CocoaDev

Edit AllPages

I’m trying to accomplish a fairly complex task using Regular Expressions and the OgreKit framework. http://goo.gl/OeSCu

My goal is to parse out the contents of PHP functions from raw source code for later modification. My problem is that my expression will only go up to a single } (so nested if statements will throw it off).

To better explain what I am doing, take the following PHP code:

function formatDate($date, $offset) {
if ($date != "")
{
	$date = strtotime($date);
	$date = strtotime("+".$offset." hour", $date);
}
$date = date("g:i A, M jS Y", $date);	
return $date; }

function doStuff($something) { return $something; }

The purpose of my expression would be too loop through all matches and return each of those functions separately. However, because of the nested } provlem, it would only scan up to the end of the first if statement (missing the remaining code).

My regular expression is: function formatDate\s([(][^)][)])?\s[{](([^}] [\n\r]))[}]

If any RegEx masters out there could offer some assistance it would be greatly appreciated :).

I realize this is slightly off topic, but it is ultimately part of a Cocoa applications, so please excuse it. Thanks!


It’s provably impossible to match nested braces with a single regular expression. You’ll need to write a code loop that counts brace openings and closings. Also, don’t forget that braces are “disabled” if found within a string.


So would the best method then be to regex out the function start points and store the range, then use NSScanner to go through and count the {‘s and }’? Thanks for your response!.

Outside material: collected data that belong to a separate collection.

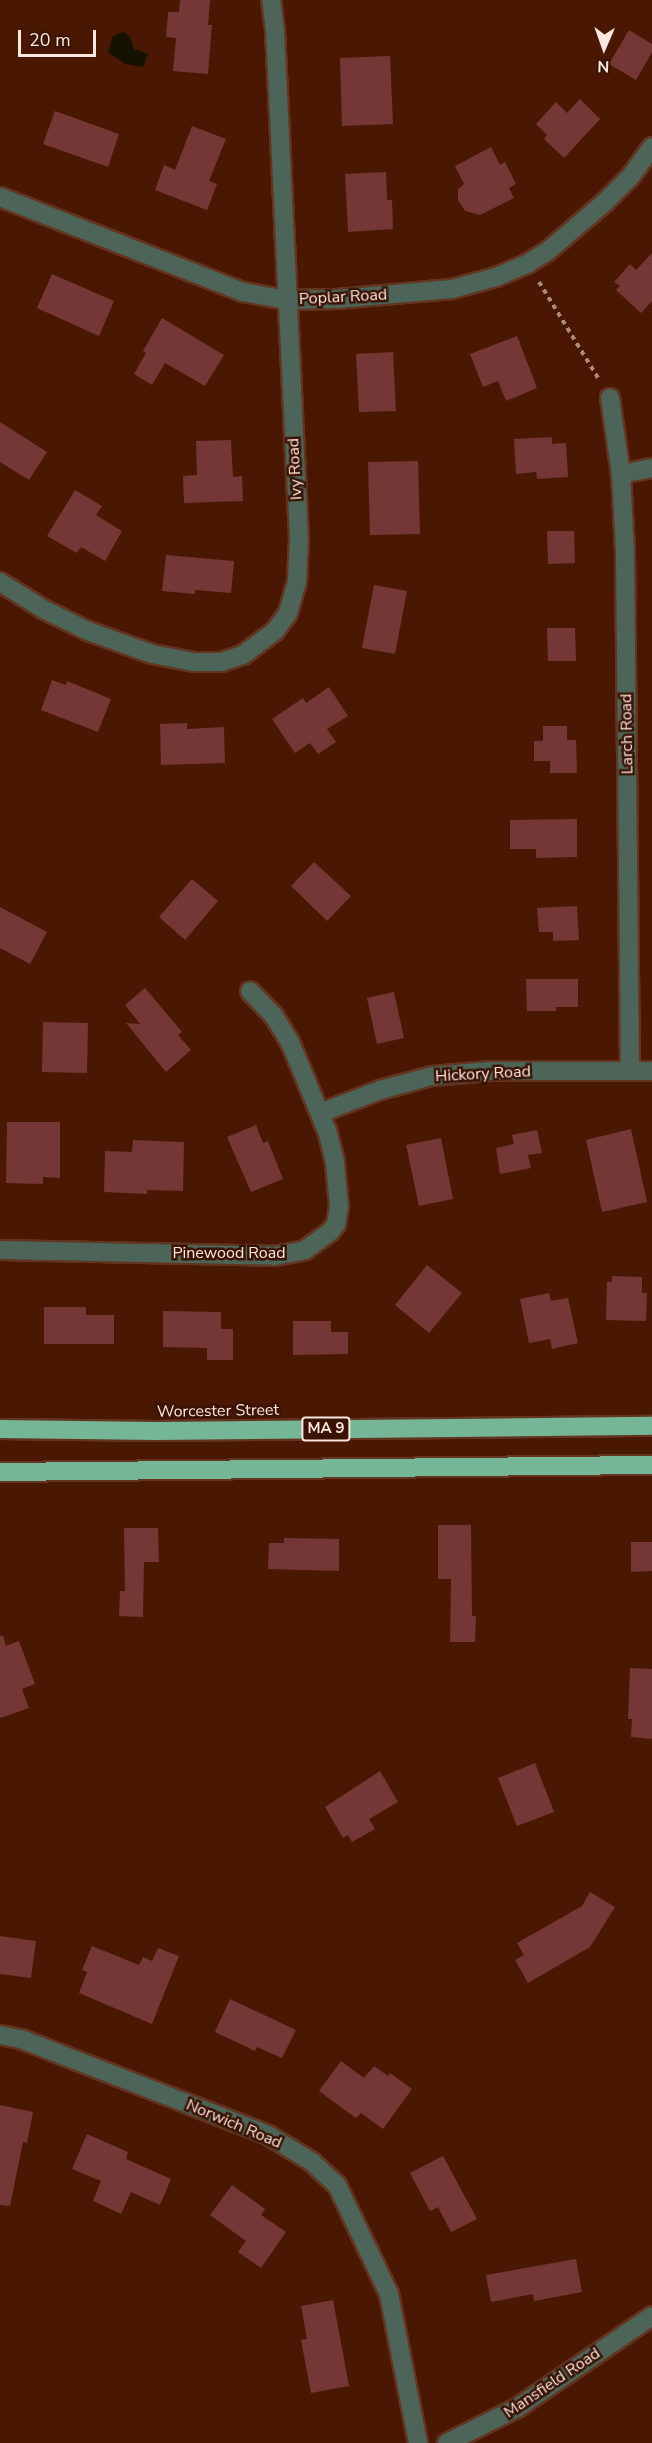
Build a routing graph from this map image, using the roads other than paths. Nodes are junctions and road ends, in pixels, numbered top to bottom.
1 (271, 0) edge
2 (652, 147) edge
3 (0, 197) edge
4 (287, 300) junction
5 (610, 398) road end
6 (652, 468) edge
7 (621, 474) junction
8 (0, 582) edge
9 (250, 991) dead end
10 (630, 1071) junction
11 (652, 1071) edge
12 (320, 1113) junction
13 (0, 1250) edge
14 (652, 1426) edge
15 (0, 1429) edge
16 (652, 1465) edge
17 (0, 1472) edge
18 (0, 2035) edge
19 (652, 2316) edge
20 (418, 2443) edge
21 (447, 2443) edge

1 - 4 street, Ivy Road
2 - 4 street, Poplar Road
3 - 4 street, Poplar Road
4 - 8 street, Ivy Road
5 - 7 street, Larch Road
6 - 7 street
7 - 10 street, Larch Road
9 - 12 street, Pinewood Road
10 - 11 street, Hickory Road
10 - 12 street, Hickory Road
12 - 13 street, Pinewood Road
14 - 15 highway, Worcester Street / MA 9
16 - 17 highway
18 - 20 street, Norwich Road
19 - 21 street, Mansfield Road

No, you can’t regex out the end of the function, since you have no way of knowing where it may be, you have to scan from the start, unfortunately.


Thanks for all the responses, I have it working with a scanner.


I’m working on a Regular Expression that should take the line breaks of certain portions of a string and replace them with spaces (for reformatting documents to wrap to window)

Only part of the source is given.